Столь же нежно кукольными были и певцы русской деревни, старательно отполировавшие все детали ее быта в попытках прогнать с блестящей поверхности изображаемого мира всякие следы живописной чувственности. Ирреальный и прекрасный свет, заливающий картины Венецианова, Сороки и Тропинина, метафизичен, как свет иконописцев. Между зрителем и изображением возникает преграда, подчеркивающая обманчивую правдоподобность изображенного. На самом деле ничего не существует, а является иллюзорной конструкцией, продуманной до мельчайших подробностей, как часовой механизм. У Венецианова и Сороки много общего с Дали и Магриттом.

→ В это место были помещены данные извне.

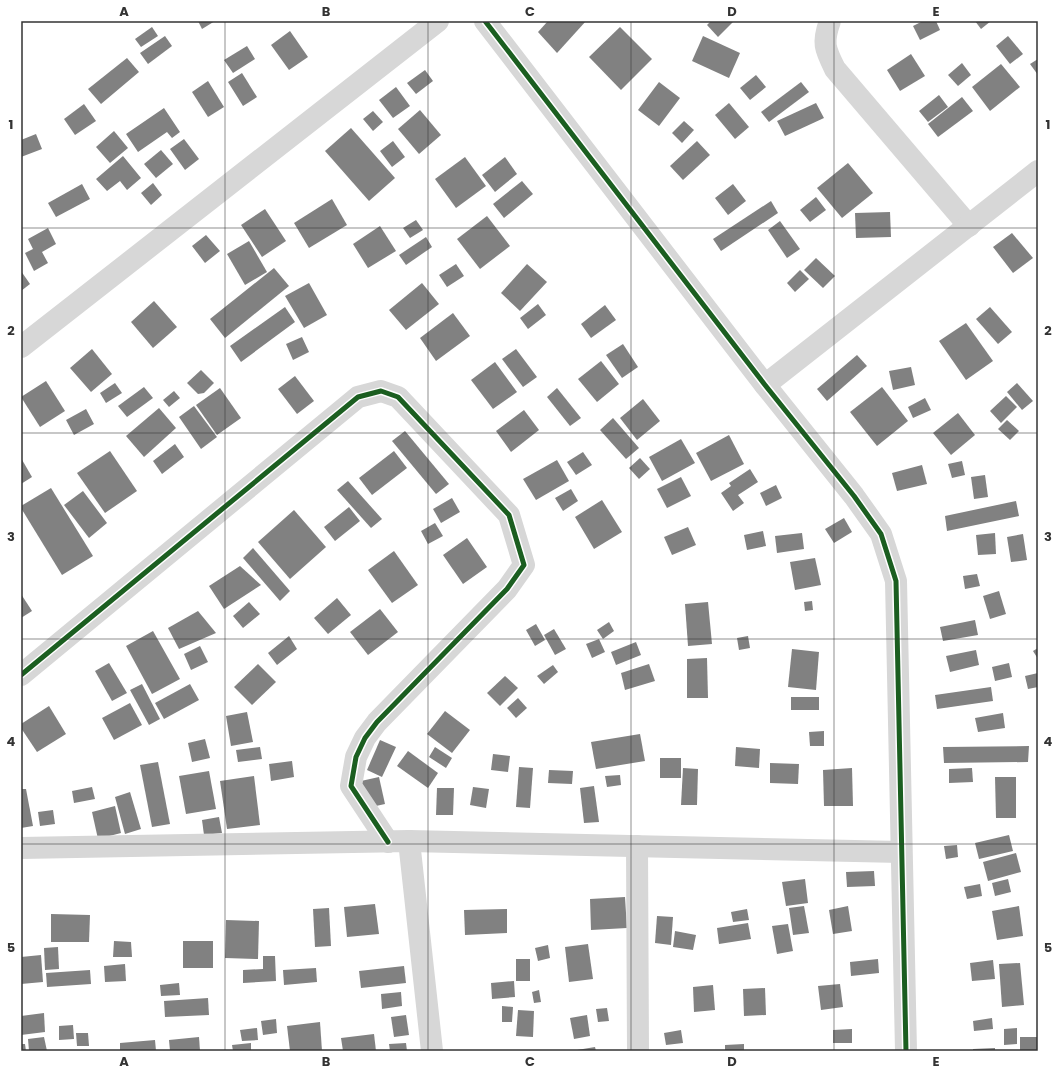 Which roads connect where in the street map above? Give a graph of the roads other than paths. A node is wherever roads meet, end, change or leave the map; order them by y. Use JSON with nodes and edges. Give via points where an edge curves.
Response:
{"nodes":[{"id":1,"x":438,"y":21,"type":"edge"},
{"id":2,"x":485,"y":21,"type":"edge"},
{"id":3,"x":830,"y":21,"type":"edge"},
{"id":4,"x":1038,"y":172,"type":"edge"},
{"id":5,"x":969,"y":226,"type":"junction"},
{"id":6,"x":21,"y":347,"type":"edge"},
{"id":7,"x":765,"y":385,"type":"junction"},
{"id":8,"x":21,"y":675,"type":"edge"},
{"id":9,"x":398,"y":841,"type":"junction"},
{"id":10,"x":637,"y":846,"type":"junction"},
{"id":11,"x":21,"y":848,"type":"edge"},
{"id":12,"x":901,"y":852,"type":"junction"},
{"id":13,"x":432,"y":1051,"type":"edge"},
{"id":14,"x":638,"y":1051,"type":"edge"},
{"id":15,"x":906,"y":1051,"type":"edge"}],
"edges":[{"from":1,"to":6,"type":"street"},
{"from":2,"to":7,"type":"street"},
{"from":3,"to":5,"type":"street","via":[[825,34],[825,49],[835,69]]},
{"from":4,"to":5,"type":"street"},
{"from":5,"to":7,"type":"street"},
{"from":7,"to":12,"type":"street","via":[[854,496],[881,534],[896,581]]},
{"from":8,"to":9,"type":"street","via":[[358,397],[381,391],[398,396],[509,515],[524,565],[507,589],[364,738],[356,757],[351,786]]},
{"from":9,"to":10,"type":"street"},
{"from":9,"to":11,"type":"street"},
{"from":9,"to":13,"type":"street"},
{"from":10,"to":12,"type":"street"},
{"from":10,"to":14,"type":"street"},
{"from":12,"to":15,"type":"street"}]}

В продуманной отполированное™ николаевской живописи нет свободы и движения - в своей застылой красоте она отрешенна и недоступна никакой чувственности. Только итальянское солнце было способно растопить ледяную глазурь отечественной холодности, да и та на недолгое время: итальянские этюды Щедрина и Иванова, близкие к понятию европейской живописности, оставались лишь оригинальным эпизодом в общем развитии русского искусства. Живопись николаевского Золотого века кажется живописью вне времени, представляя своеобразный феномен, сильно отличающийся от того, что происходило в Европе.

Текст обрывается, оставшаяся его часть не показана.